◆ **Data**:
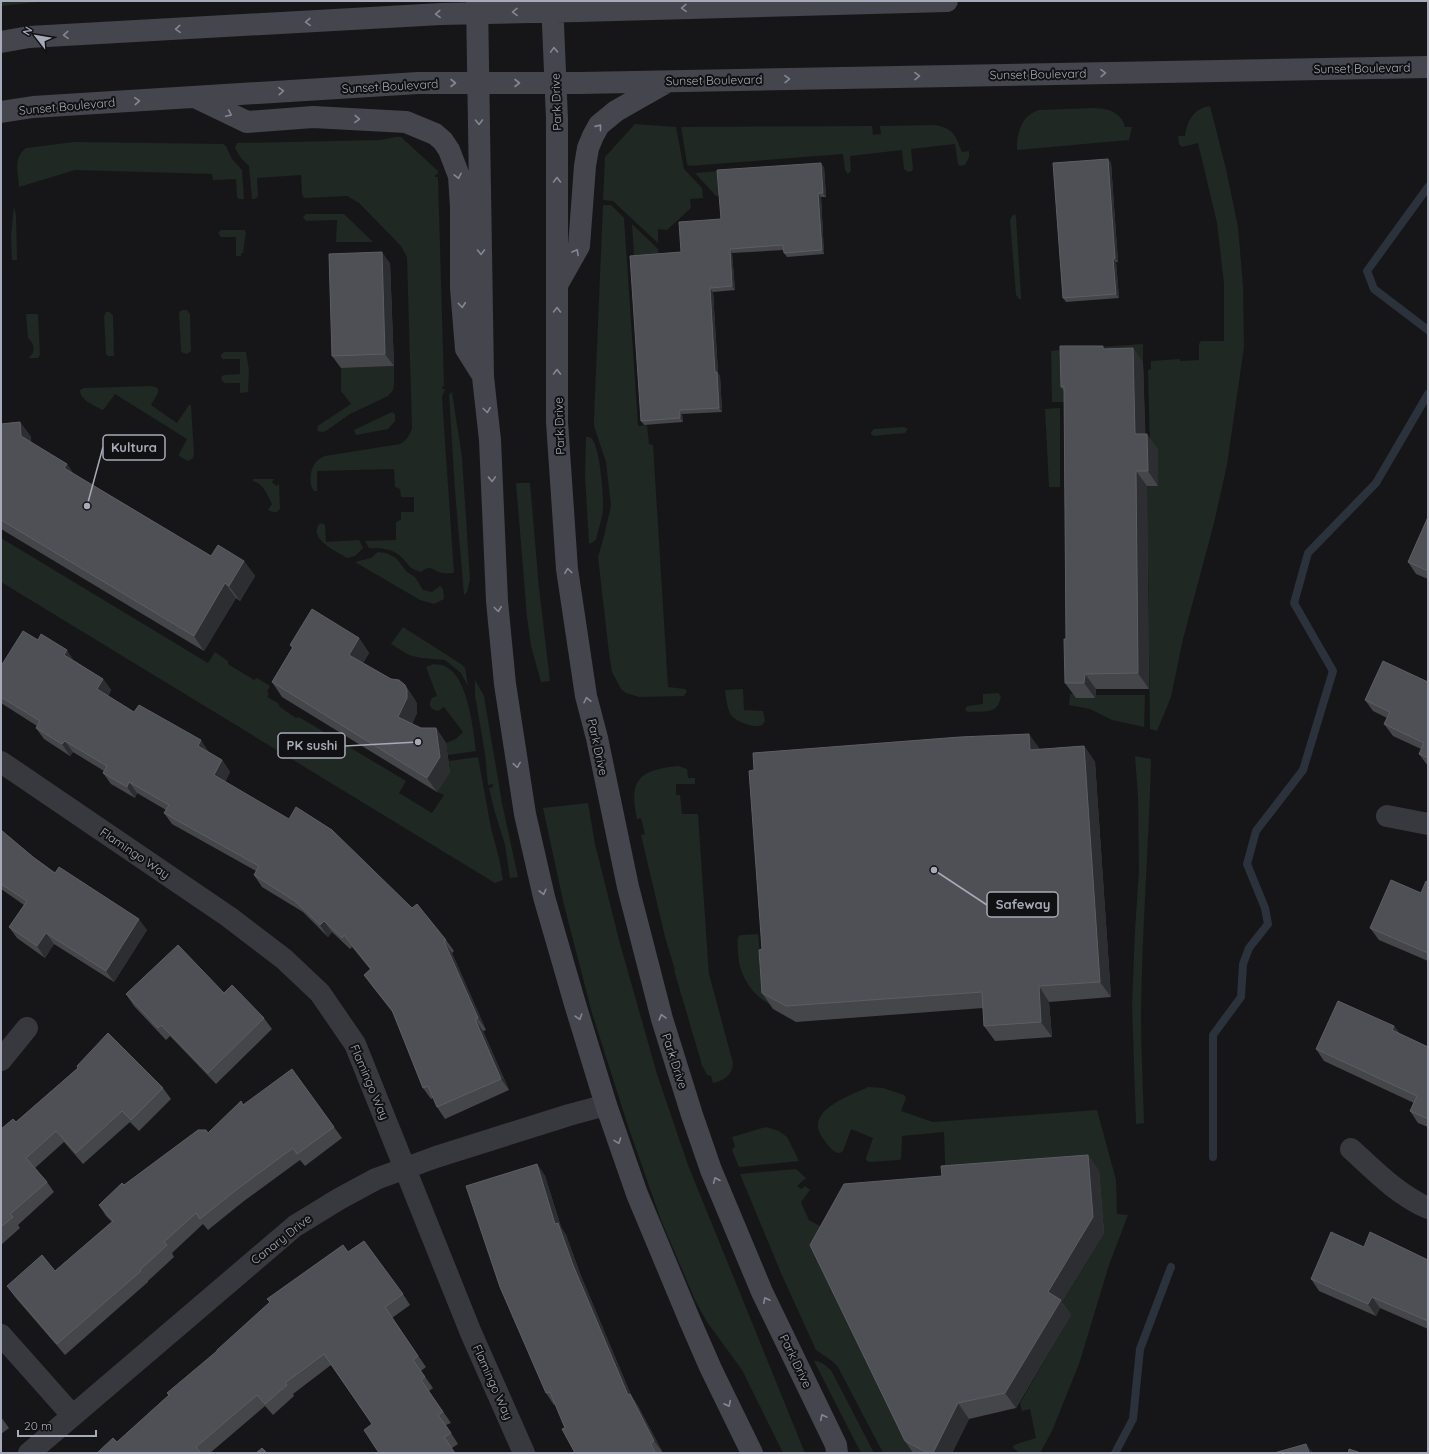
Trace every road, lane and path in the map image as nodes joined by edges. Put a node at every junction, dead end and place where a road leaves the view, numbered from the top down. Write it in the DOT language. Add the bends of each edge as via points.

==

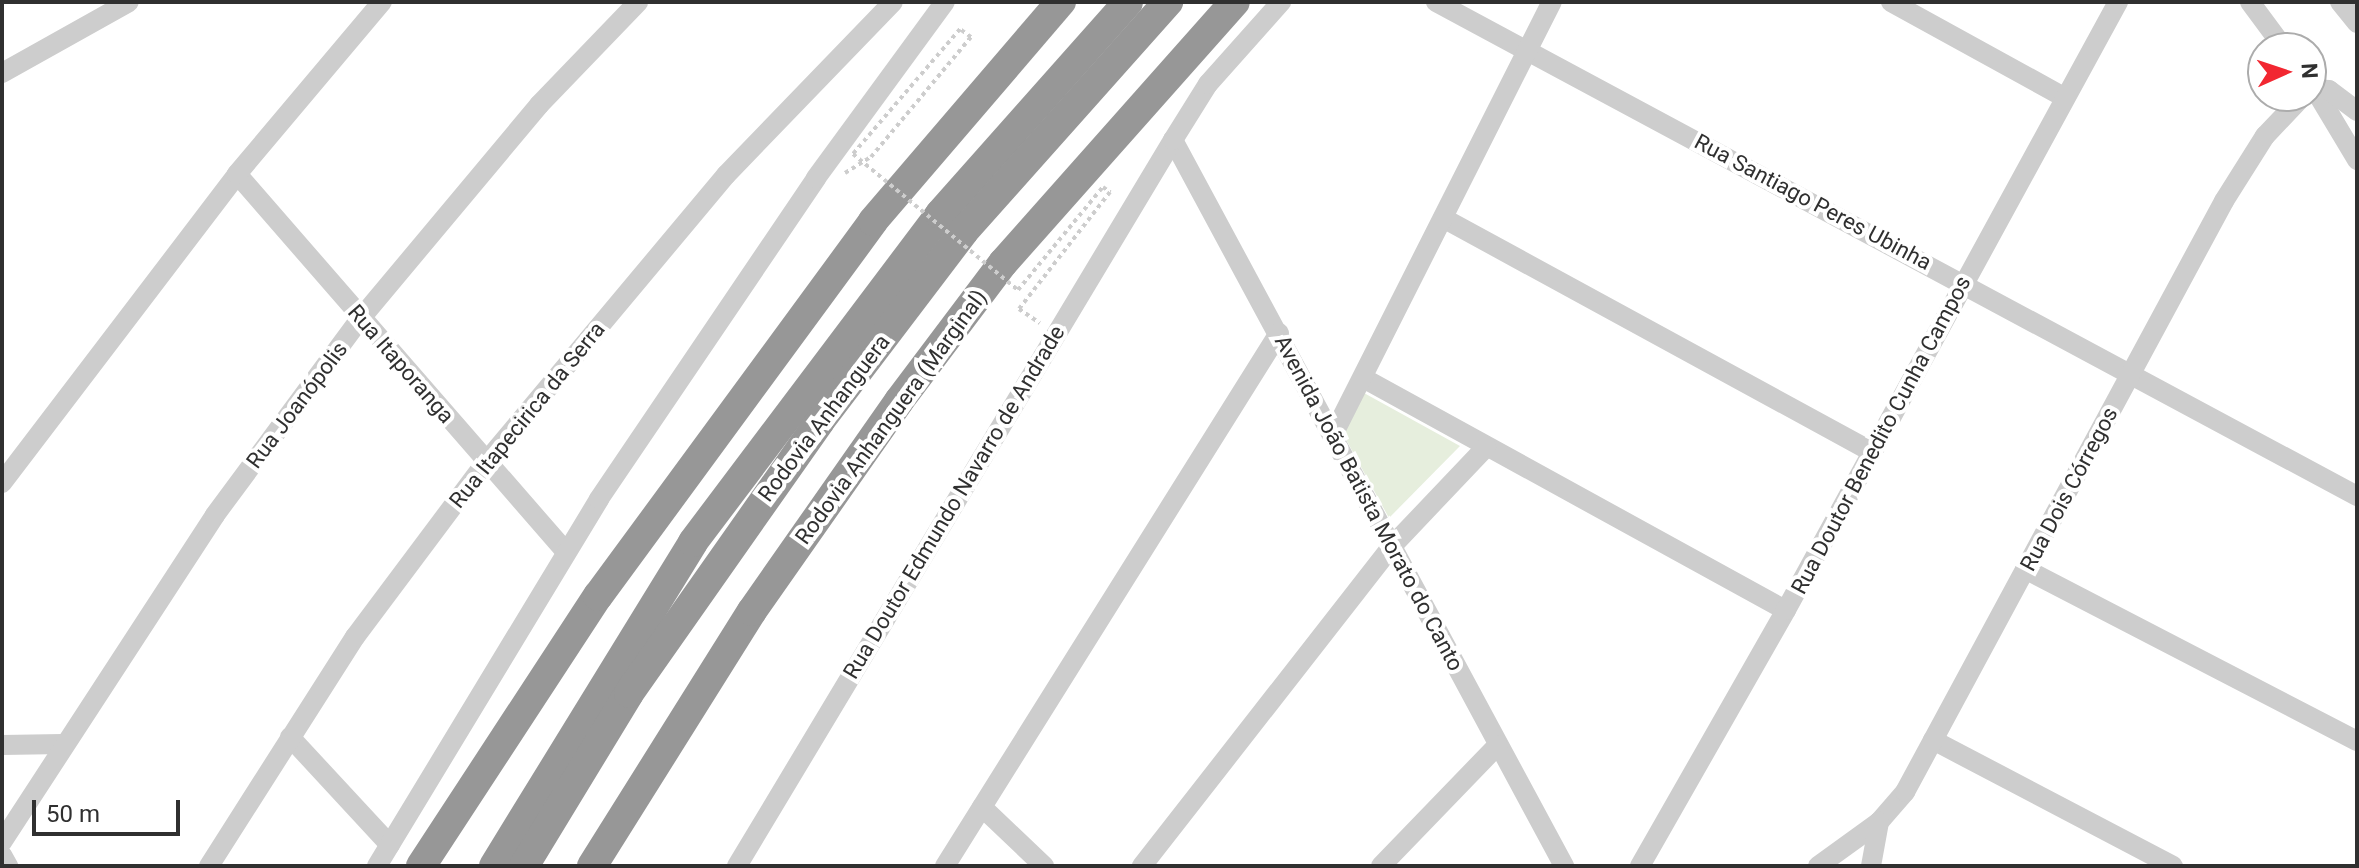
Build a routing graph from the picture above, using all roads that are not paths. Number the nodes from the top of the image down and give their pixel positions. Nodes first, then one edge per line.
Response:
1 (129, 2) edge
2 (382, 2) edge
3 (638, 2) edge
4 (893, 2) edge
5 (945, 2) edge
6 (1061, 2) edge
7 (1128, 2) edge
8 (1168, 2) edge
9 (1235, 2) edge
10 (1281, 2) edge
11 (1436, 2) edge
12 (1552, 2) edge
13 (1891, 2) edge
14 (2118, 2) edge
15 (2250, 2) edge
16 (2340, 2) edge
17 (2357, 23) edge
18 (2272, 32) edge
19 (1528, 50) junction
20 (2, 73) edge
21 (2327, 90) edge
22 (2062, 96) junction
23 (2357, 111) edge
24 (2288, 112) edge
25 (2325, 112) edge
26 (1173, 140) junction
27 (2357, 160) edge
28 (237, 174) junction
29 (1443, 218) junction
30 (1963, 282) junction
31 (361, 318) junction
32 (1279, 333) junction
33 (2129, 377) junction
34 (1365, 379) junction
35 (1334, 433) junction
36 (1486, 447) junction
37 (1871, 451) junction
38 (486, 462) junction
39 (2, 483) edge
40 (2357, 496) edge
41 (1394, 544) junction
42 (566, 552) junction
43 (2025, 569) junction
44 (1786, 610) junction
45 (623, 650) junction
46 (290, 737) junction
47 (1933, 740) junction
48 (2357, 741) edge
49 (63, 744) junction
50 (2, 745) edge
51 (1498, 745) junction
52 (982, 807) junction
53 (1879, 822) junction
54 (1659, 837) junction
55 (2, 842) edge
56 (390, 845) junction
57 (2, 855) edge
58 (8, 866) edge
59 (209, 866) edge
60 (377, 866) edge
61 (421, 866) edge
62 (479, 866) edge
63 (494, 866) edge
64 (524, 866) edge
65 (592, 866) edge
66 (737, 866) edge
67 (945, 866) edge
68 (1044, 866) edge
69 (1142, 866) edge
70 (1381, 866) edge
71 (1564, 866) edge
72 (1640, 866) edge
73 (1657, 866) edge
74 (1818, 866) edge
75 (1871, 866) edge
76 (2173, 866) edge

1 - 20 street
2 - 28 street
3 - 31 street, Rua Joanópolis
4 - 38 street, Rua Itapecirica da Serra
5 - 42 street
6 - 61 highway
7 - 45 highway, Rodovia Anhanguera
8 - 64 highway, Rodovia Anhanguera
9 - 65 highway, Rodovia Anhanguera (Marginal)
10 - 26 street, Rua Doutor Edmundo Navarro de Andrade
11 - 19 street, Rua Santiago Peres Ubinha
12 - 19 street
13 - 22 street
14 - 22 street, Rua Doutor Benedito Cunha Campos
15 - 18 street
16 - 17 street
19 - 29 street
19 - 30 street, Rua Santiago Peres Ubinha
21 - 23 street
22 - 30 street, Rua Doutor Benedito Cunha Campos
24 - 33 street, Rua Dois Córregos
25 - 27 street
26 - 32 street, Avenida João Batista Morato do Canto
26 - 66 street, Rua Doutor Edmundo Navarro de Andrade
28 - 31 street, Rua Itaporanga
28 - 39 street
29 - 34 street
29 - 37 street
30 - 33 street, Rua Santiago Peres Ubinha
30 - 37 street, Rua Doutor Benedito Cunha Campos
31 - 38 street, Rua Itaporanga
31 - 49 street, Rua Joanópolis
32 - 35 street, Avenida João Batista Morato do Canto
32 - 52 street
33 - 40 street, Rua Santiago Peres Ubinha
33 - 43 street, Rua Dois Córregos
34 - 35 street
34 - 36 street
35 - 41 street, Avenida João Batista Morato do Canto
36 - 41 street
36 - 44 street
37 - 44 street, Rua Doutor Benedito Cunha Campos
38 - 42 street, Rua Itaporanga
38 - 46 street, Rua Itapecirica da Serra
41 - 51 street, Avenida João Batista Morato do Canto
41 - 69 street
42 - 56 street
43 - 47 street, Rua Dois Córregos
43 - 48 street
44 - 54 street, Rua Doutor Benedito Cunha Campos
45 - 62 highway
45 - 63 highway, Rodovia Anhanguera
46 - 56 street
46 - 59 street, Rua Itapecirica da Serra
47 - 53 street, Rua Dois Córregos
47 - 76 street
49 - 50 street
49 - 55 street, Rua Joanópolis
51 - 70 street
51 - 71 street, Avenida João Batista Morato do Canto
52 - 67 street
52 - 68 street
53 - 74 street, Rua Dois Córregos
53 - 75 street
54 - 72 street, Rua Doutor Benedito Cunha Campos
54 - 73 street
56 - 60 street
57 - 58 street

==

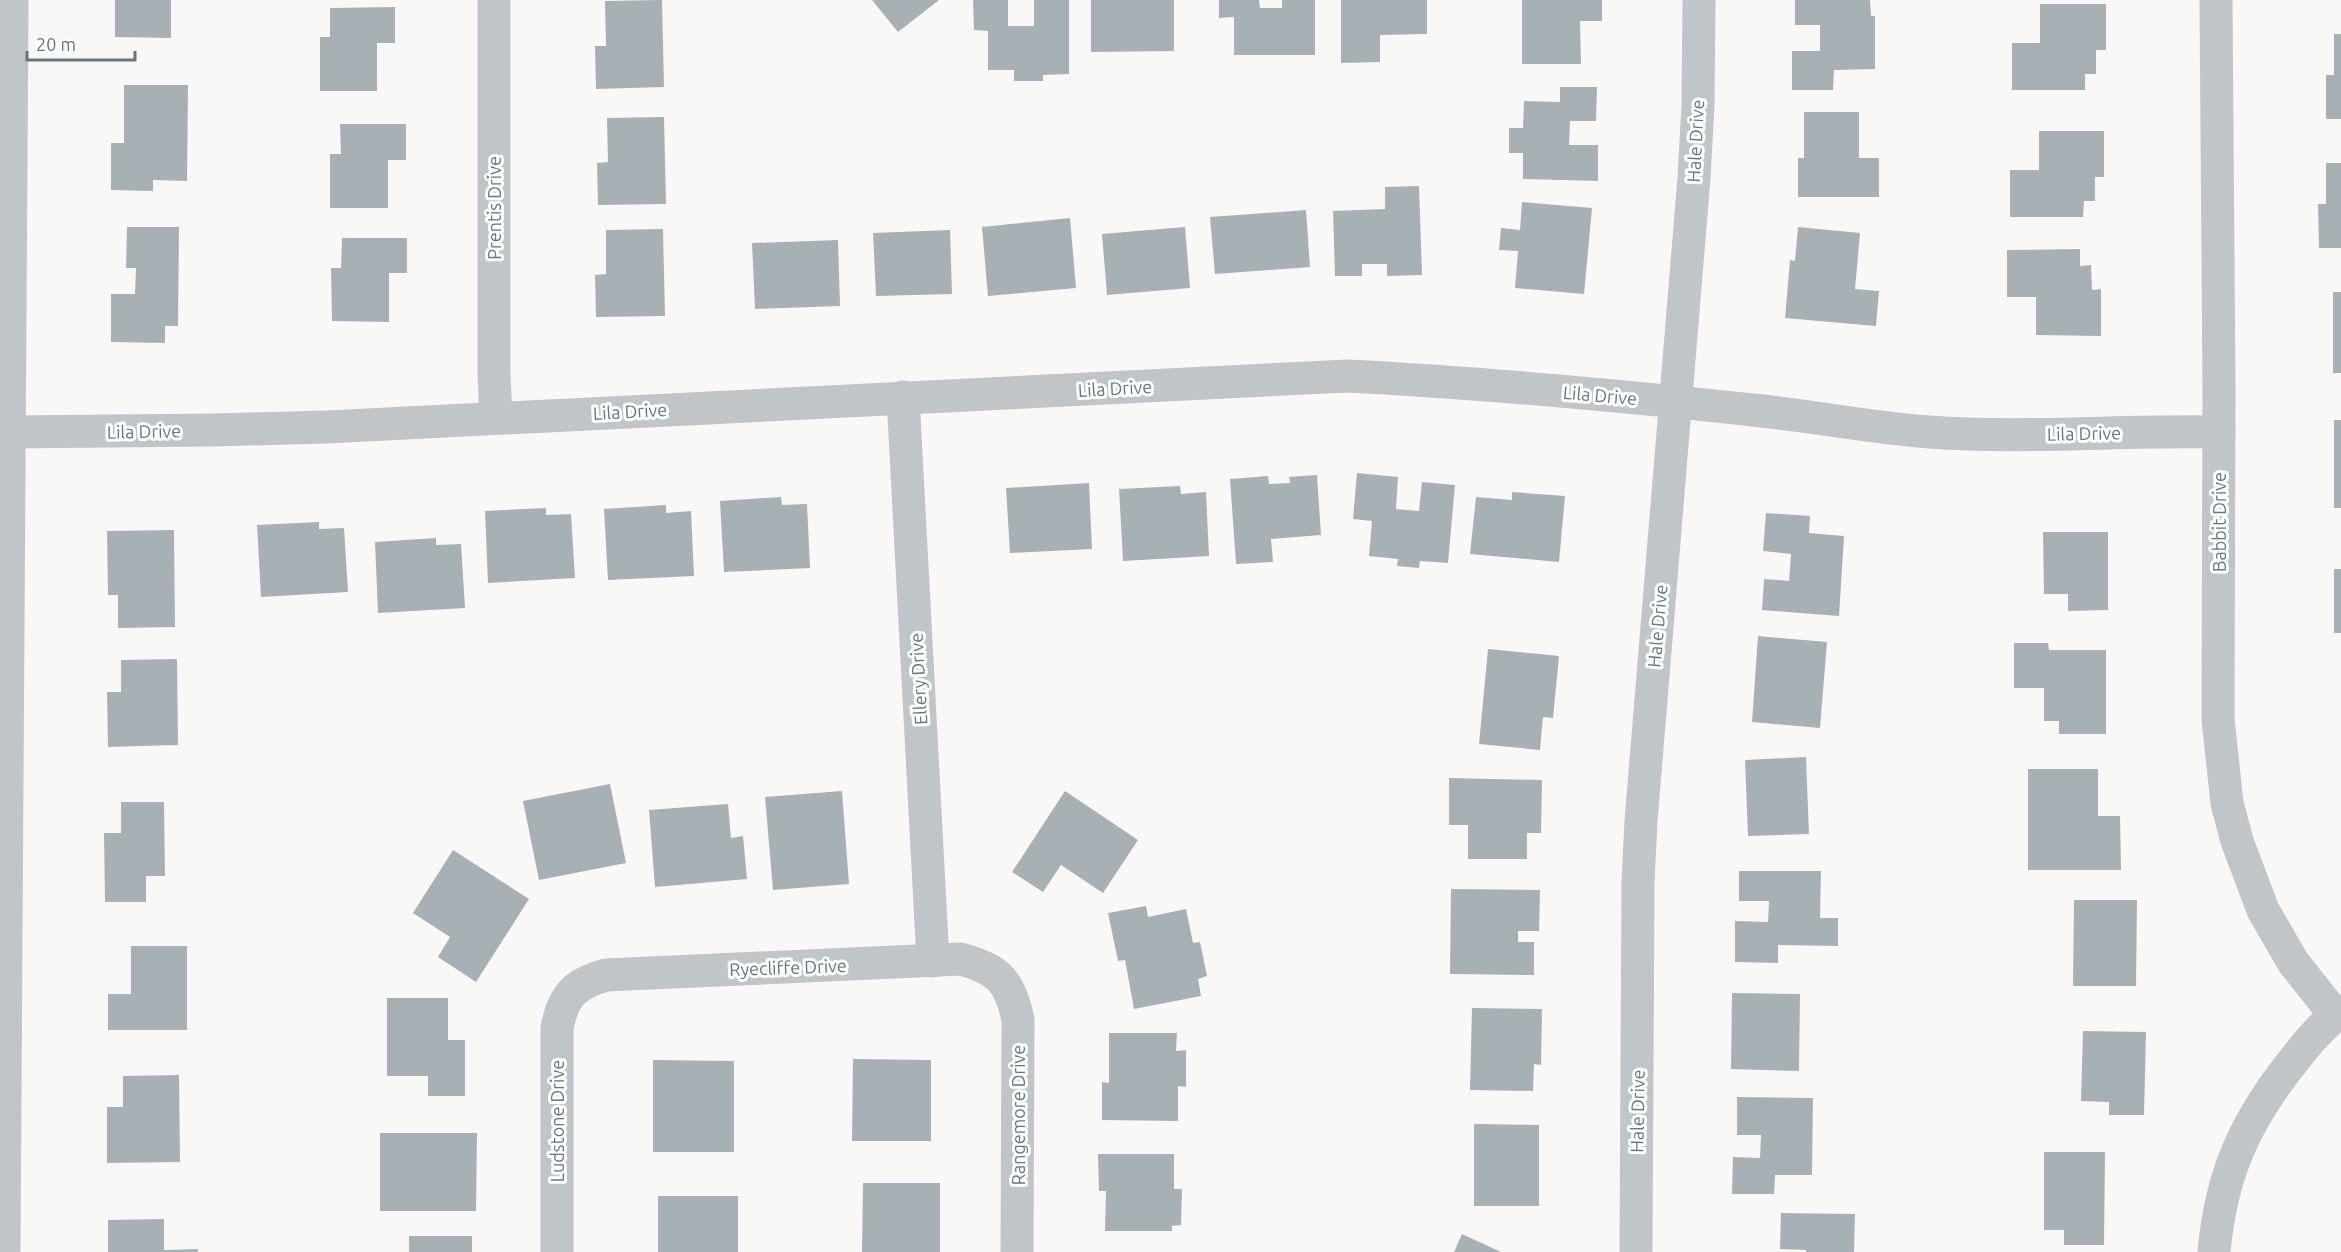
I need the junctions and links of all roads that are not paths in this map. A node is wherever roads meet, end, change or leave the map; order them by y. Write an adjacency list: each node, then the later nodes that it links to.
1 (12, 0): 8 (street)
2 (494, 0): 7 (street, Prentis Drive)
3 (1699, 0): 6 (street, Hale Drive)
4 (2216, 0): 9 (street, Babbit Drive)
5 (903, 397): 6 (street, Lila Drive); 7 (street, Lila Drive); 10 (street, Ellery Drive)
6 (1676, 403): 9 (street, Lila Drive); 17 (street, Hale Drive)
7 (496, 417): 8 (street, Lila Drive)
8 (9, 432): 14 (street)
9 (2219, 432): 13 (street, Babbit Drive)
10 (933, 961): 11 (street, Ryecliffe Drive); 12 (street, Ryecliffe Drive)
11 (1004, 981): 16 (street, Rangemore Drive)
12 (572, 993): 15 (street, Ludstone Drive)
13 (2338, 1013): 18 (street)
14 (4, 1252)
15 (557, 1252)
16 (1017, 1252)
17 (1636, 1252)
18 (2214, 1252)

◆ **Task brief**: Find every line of the records holding "down". Answer with the count alone.

◆ **Exercise result**: 2